Trump has threatened to discontinue these subsidies, and some insurance companies say they are abandoning some markets and boosting premiums in part because of uncertainty over the future of the cost-sharing payments.
But there's no death spiral in Florida, judging from preliminary numbers released by the state on Thursday that show six insurers plan to sell coverage in the state through the federal marketplace in the coming year.
These insurers, together with three companies that don't sell premiums on the marketplace, have requested an average rate increase of nearly 18 percent, the state said. But the approved increases will likely be lower, and individual health premium increases tend to vary widely. Last year, some insurers even requested to lower their rates.
Florida Blue, the state's largest insurer on the Affordable Care Act marketplace, says it will keep covering people in all 67 counties, but warns that without the cost-sharing targeted by Trump, its rates would increase by another 20 percent on average.
The Senate bill would effectively remove the Obama administration's incentives and disincentives that have encouraged individuals and companies to invest in broader health coverage. Consumers purchasing coverage through the Affordable Care Act marketplace would get less-generous tax credits, tax penalties would no longer apply when people don't buy insurance and larger companies don't offer it to their employees.
Instead, the Senate proposal aims to shore up insurance markets around the country by creating a pool of $50 billion that states and insurers could tap into to lower out-of-pocket costs for millions of lower-income people.

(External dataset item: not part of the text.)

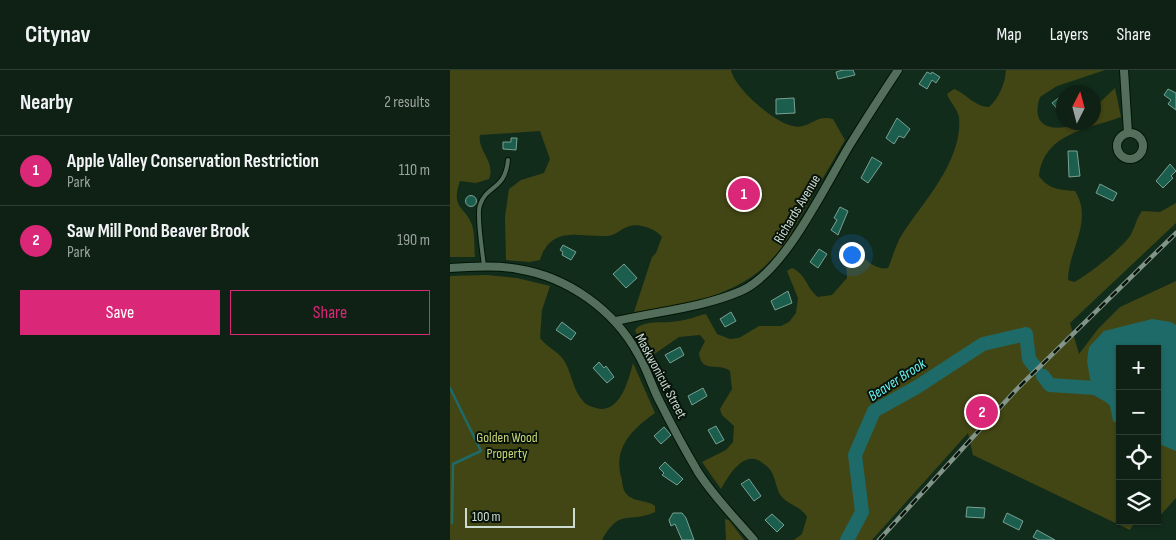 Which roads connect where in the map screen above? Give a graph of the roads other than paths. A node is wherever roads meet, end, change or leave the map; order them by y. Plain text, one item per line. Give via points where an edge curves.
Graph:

The measure immediately encountered enough opposition from GOP senators to block passage. Democrats are uniformly against it, saying its true purpose is cutting nearly $1 trillion in taxes over the next decade, mostly for corporations and the richest families in America.
Sen. Marco Rubio said he's invited Scott and state House and Senate leaders to send staff to Washington next week to craft propsed changes.
Scott discussed the bill on Fox News on Thursday, saying people with pre-existing conditions should be protected and the federal government should let states decide how to spend tax dollars on health care.
"Whatever they do, they've got to treat states fairly. Right now in our basic Medicaid plan we get $14 billion from the fed government. We're bigger than New York with more people on Medicaid and they get $23 billion from the fed government," said Scott, a former health care executive. "Tell me how that's fair."